Roeland Tweelinckx vit et travaille à Anvers. Il déforme habilement dans ses sculptures et ses interventions spécifiques au site les archétypes ancrés dans nos consciences. Lorsqu’il expose (MG+MSUM à Ljubljana ou à secondroom à Gent, Plataforma Revólver à Lisbonne etc.), une armoire discrètement ploie sous sa propre charge alors qu’un radiateur presque fondu par la chaleur qu’il dégage se ratatine sur lui-même. Sa démarche résulte toujours d’interventions minimales qui tournent la réalité en dérision. La réflexion Roeland Tweelinckx s’articule autour des objets familiers lorsqu’ils déjouent le regard que nous posons sur eux. Posés, encastrés, dissimulés, pris en sandwich, ces objets ont pour mission d’indiscipliner la sculpture. Il mine nos certitudes tout en permettant, paradoxalement, de conserver une réelle dimension affirmative. En cela, la fonction des objets que propose Roeland Tweelinckx diffère de celle du readymade présenté seul, dans la tradition duchampienne. La compréhension d’un spectateur face aux interventions de l’artiste dans un certain espace participe à cette dérive en se référant à des questions davantage marquées par l’art conceptuel.

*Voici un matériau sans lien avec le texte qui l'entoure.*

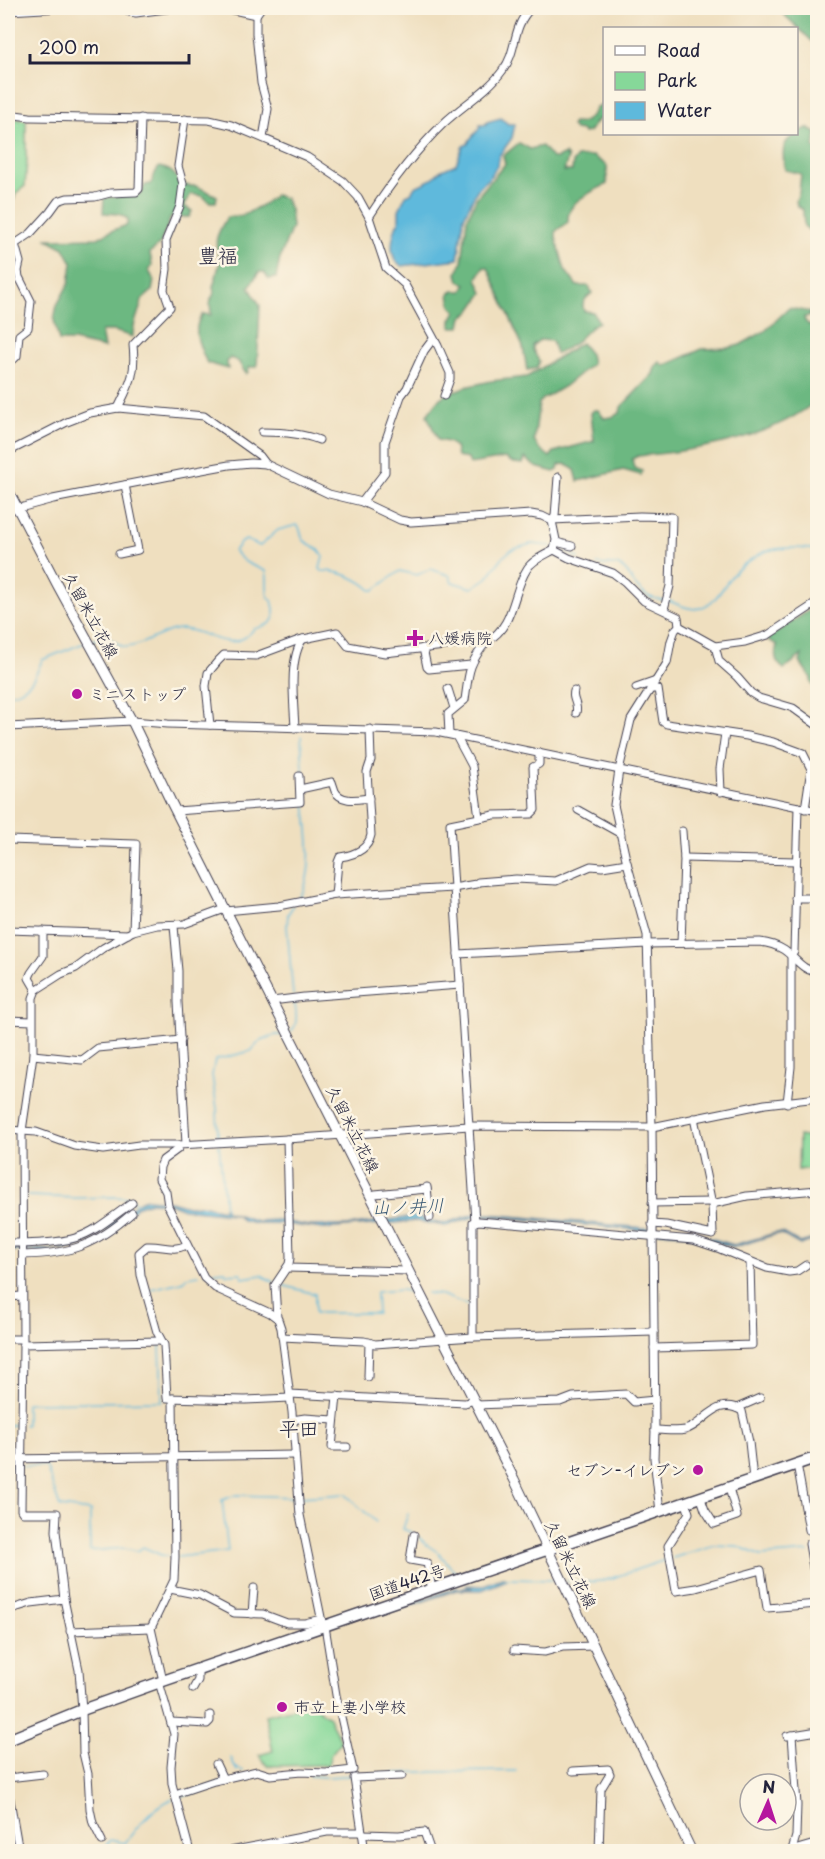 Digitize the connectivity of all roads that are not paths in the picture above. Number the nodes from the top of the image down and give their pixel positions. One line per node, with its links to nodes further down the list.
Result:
1 (61, 8): 7 (street)
2 (120, 8): 3 (street)
3 (174, 8)
4 (224, 8): 8 (street)
5 (261, 8): 8 (street)
6 (531, 8): 13 (street)
7 (8, 11)
8 (256, 15): 12 (street)
9 (8, 114): 10 (street)
10 (141, 118): 11 (street); 15 (street)
11 (185, 119): 12 (street); 17 (street)
12 (262, 138): 13 (street)
13 (369, 217): 14 (street)
14 (433, 339): 16 (street); 25 (street)
15 (8, 360)
16 (444, 396)
17 (118, 408): 20 (street); 21 (street)
18 (262, 432): 19 (street)
19 (319, 440)
20 (8, 452)
21 (266, 464): 23 (street); 25 (street)
22 (558, 477): 27 (street)
23 (125, 485): 26 (street); 31 (street)
24 (8, 490): 26 (main road, 久留米立花線)
25 (362, 502): 27 (street)
26 (16, 509): 47 (main road, 久留米立花線)
27 (552, 521): 28 (street); 33 (street)
28 (556, 542): 29 (street); 30 (street)
29 (572, 546)
30 (554, 550): 33 (street); 36 (street)
31 (119, 554)
32 (818, 602): 37 (street)
33 (664, 609): 34 (street)
34 (679, 626): 37 (street); 40 (street)
35 (303, 639): 38 (street); 48 (street); 51 (street)
36 (487, 641): 38 (street); 39 (street)
37 (715, 646): 49 (street)
38 (423, 648): 39 (street)
39 (471, 665): 45 (street)
40 (656, 681): 41 (street); 43 (street)
41 (636, 688)
42 (448, 689): 45 (street)
43 (650, 689): 53 (street); 56 (street)
44 (574, 691): 46 (street)
45 (454, 708): 54 (street)
46 (576, 713)
47 (132, 721): 48 (street); 50 (street); 63 (main road, 久留米立花線)
48 (210, 725): 51 (street)
49 (818, 726)
50 (8, 727)
51 (295, 728): 52 (street)
52 (370, 729): 54 (street); 60 (street)
53 (725, 733): 59 (street); 61 (street)
54 (452, 735): 55 (street); 65 (street)
55 (539, 753): 56 (street); 65 (street)
56 (619, 770): 59 (street); 67 (street)
57 (299, 776): 58 (street)
58 (300, 789): 60 (street); 63 (street)
59 (721, 792): 61 (street)
60 (369, 798): 73 (street)
61 (802, 808): 64 (street); 70 (street)
62 (578, 810): 67 (street)
63 (176, 811): 76 (main road, 久留米立花線)
64 (818, 811)
65 (479, 817): 72 (street)
66 (682, 831): 69 (street)
67 (621, 834): 71 (street)
68 (8, 840): 80 (street)
69 (684, 858): 70 (street); 82 (street)
70 (796, 861): 74 (street)
71 (627, 863): 72 (street); 81 (street)
72 (453, 888): 73 (street); 83 (street)
73 (335, 895): 76 (street)
74 (795, 898): 75 (street); 84 (street)
75 (818, 898)
76 (226, 910): 77 (street); 88 (main road, 久留米立花線)
77 (174, 926): 80 (street); 91 (street)
78 (8, 930): 79 (street)
79 (43, 932): 80 (street); 87 (street)
80 (131, 933): 87 (street)
81 (647, 944): 82 (street); 83 (street); 97 (street)
82 (681, 944): 84 (street)
83 (458, 954): 86 (street)
84 (791, 956): 85 (street); 94 (street)
85 (818, 972)
86 (460, 985): 88 (street); 96 (street)
87 (36, 990): 90 (street)
88 (272, 1001): 100 (main road, 久留米立花線)
89 (8, 1020): 90 (street)
90 (32, 1021): 92 (street)
91 (181, 1040): 92 (street); 102 (street)
92 (33, 1055): 99 (street)
93 (818, 1098): 94 (street)
94 (787, 1102): 95 (street)
95 (694, 1118): 97 (street); 107 (street)
96 (469, 1126): 97 (street); 100 (street); 110 (street)
97 (652, 1127): 106 (street)
98 (8, 1130): 99 (street)
99 (22, 1131): 102 (street); 114 (street)
100 (339, 1135): 101 (street); 104 (main road, 久留米立花線)
101 (287, 1139): 102 (street); 119 (street)
102 (182, 1144): 115 (street)
103 (818, 1190): 107 (street)
104 (370, 1196): 109 (street); 120 (main road, 久留米立花線)
105 (132, 1203): 114 (street)
106 (652, 1203): 107 (street); 111 (street)
107 (712, 1203): 111 (street)
108 (132, 1213): 116 (street)
109 (430, 1218)
110 (475, 1222): 112 (street); 126 (street)
111 (652, 1224): 112 (street)
112 (652, 1236): 117 (street); 124 (street)
113 (8, 1243): 114 (street)
114 (23, 1243): 116 (street)
115 (187, 1245): 123 (street); 130 (street)
116 (23, 1255): 121 (street)
117 (750, 1262): 118 (street); 132 (street)
118 (806, 1265)
119 (287, 1268): 120 (street); 123 (street)
120 (409, 1271): 127 (main road, 久留米立花線)
121 (22, 1296): 122 (street); 129 (street)
122 (8, 1297)
123 (277, 1318): 125 (street)
124 (654, 1332): 126 (street); 132 (street)
125 (282, 1337): 131 (street); 134 (street)
126 (473, 1337): 127 (street)
127 (442, 1339): 131 (street); 139 (main road, 久留米立花線)
128 (8, 1340): 129 (street)
129 (22, 1341): 130 (street); 149 (street)
130 (160, 1341): 136 (street)
131 (369, 1342): 133 (street)
132 (654, 1347): 138 (street)
133 (368, 1377)
134 (290, 1396): 135 (street); 136 (street); 141 (street)
135 (337, 1396): 139 (street); 142 (street)
136 (173, 1398): 146 (street)
137 (760, 1398): 140 (street)
138 (655, 1401): 139 (street); 143 (street)
139 (475, 1402): 159 (main road, 久留米立花線)
140 (737, 1408): 143 (street); 151 (street)
141 (292, 1420): 142 (street); 145 (street)
142 (334, 1420): 144 (street)
143 (655, 1430): 155 (street)
144 (347, 1447)
145 (295, 1455): 146 (street); 168 (street)
146 (174, 1457): 149 (street); 161 (street)
147 (818, 1457): 150 (highway, 国道442号)
148 (8, 1459): 149 (street)
149 (21, 1459): 164 (street)
150 (797, 1464): 151 (highway, 国道442号); 156 (street)
151 (753, 1479): 152 (highway, 国道442号)
152 (729, 1488): 153 (highway, 国道442号); 153 (street)
153 (701, 1498): 154 (highway, 国道442号)
154 (686, 1503): 155 (highway, 国道442号); 165 (street)
155 (660, 1512): 159 (highway, 国道442号)
156 (809, 1530)
157 (414, 1535): 162 (street)
158 (818, 1543): 163 (street)
159 (549, 1549): 162 (highway, 国道442号); 171 (main road, 久留米立花線)
160 (254, 1588): 167 (street)
161 (170, 1589): 167 (street); 169 (street)
162 (432, 1589): 168 (highway, 国道442号)
163 (818, 1597)
164 (64, 1599): 166 (street); 170 (street)
165 (818, 1604)
166 (8, 1610)
167 (252, 1614): 168 (street)
168 (323, 1624): 173 (highway, 国道442号); 186 (street)
169 (151, 1628): 170 (street); 174 (street)
170 (70, 1631): 176 (street)
171 (593, 1646): 172 (street); 199 (main road, 久留米立花線)
172 (514, 1650)
173 (198, 1670): 174 (highway, 国道442号); 175 (street)
174 (161, 1682): 176 (highway, 国道442号); 178 (street)
175 (193, 1689)
176 (82, 1710): 180 (highway, 国道442号); 191 (street)
177 (210, 1715): 178 (street)
178 (171, 1722): 188 (street)
179 (818, 1731): 200 (street)
180 (8, 1740)
181 (216, 1764): 186 (street)
182 (573, 1771): 198 (street)
183 (43, 1774): 185 (street)
184 (402, 1776): 190 (street)
185 (8, 1778)
186 (223, 1779): 188 (street)
187 (8, 1788): 189 (street)
188 (176, 1797): 194 (street)
189 (11, 1831): 193 (street)
190 (362, 1833): 195 (street); 196 (street); 197 (street)
191 (102, 1841)
192 (818, 1843): 200 (street)
193 (20, 1851)
194 (190, 1851)
195 (225, 1851)
196 (365, 1851)
197 (431, 1851)
198 (598, 1851)
199 (692, 1851)
200 (789, 1851)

Au-delà du dialogue qu’ils tissent avec le monde du banal, c’est avec une apparente légèreté que Roeland Tweelinckx et Rui Calçada Bastos abordent des thèmes de la perte, du passage du temps et de l’arrachement. Chacun à leur manière, ils élargissent les questions posées par le ready-made. Héritiers assumés d’un art des années 1960, ils ne nient pas pour autant l’expérience humaine puisqu’à travers leur travail ils tentent de faire sentir au regardeur le réel avec plus d’acuité. L’un par une démarche d’addition, l’autre dans un mouvement de dépouillement, ils donnent à voir une réalité proche, pourtant sujette à de l’inattendu afin de proposer un art à l’épreuve du monde.